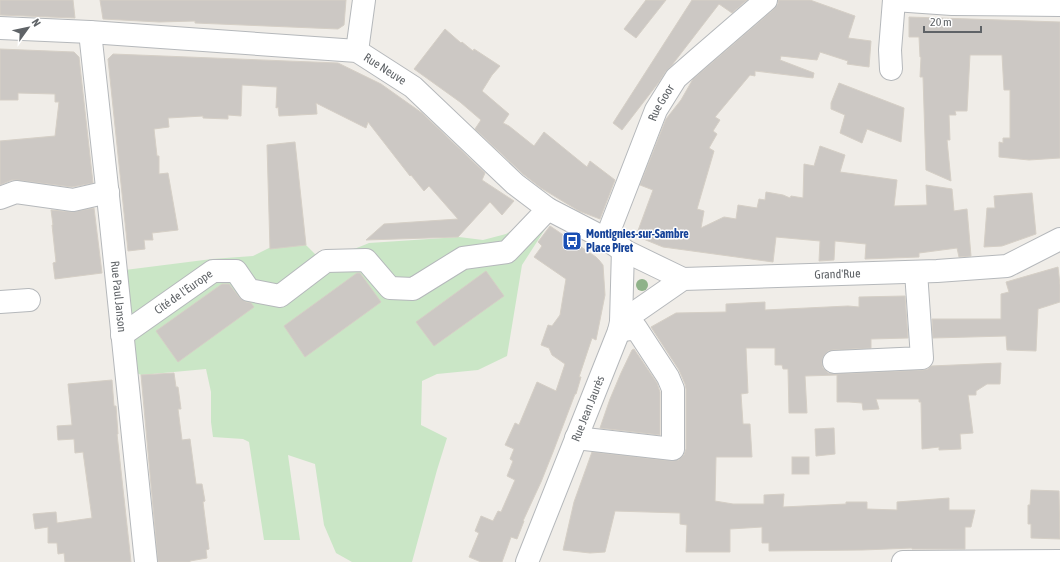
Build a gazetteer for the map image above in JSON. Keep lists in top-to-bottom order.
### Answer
{
  "streets": {
    "street": [
      "Rue Neuve",
      "Rue Goor",
      "Grand'Rue",
      "Cité de l'Europe",
      "Rue Paul Janson",
      "Rue Jean Jaurès"
    ]
  },
  "crossings": [
    ["Rue Neuve", "Rue Goor"],
    ["Rue Neuve", "Grand'Rue"],
    ["Rue Neuve", "Cité de l'Europe"],
    ["Rue Neuve", "Rue Paul Janson"],
    ["Rue Neuve", "Rue Jean Jaurès"],
    ["Rue Goor", "Rue Jean Jaurès"],
    ["Cité de l'Europe", "Rue Paul Janson"]
  ],
  "places": {
    "bus stop": ["Montignies-sur-Sambre Place Piret"]
  },
  "scale_bar": "20 m",
  "north": "top right"
}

+--

* **Activity**: Make an exact copy of every entry above, but keep the pictures out of it.

* **Task response**:
Build a gazetteer for the map image above in JSON. Keep lists in top-to-bottom order.
### Answer
{
  "streets": {
    "street": [
      "Rue Neuve",
      "Rue Goor",
      "Grand'Rue",
      "Cité de l'Europe",
      "Rue Paul Janson",
      "Rue Jean Jaurès"
    ]
  },
  "crossings": [
    ["Rue Neuve", "Rue Goor"],
    ["Rue Neuve", "Grand'Rue"],
    ["Rue Neuve", "Cité de l'Europe"],
    ["Rue Neuve", "Rue Paul Janson"],
    ["Rue Neuve", "Rue Jean Jaurès"],
    ["Rue Goor", "Rue Jean Jaurès"],
    ["Cité de l'Europe", "Rue Paul Janson"]
  ],
  "places": {
    "bus stop": ["Montignies-sur-Sambre Place Piret"]
  },
  "scale_bar": "20 m",
  "north": "top right"
}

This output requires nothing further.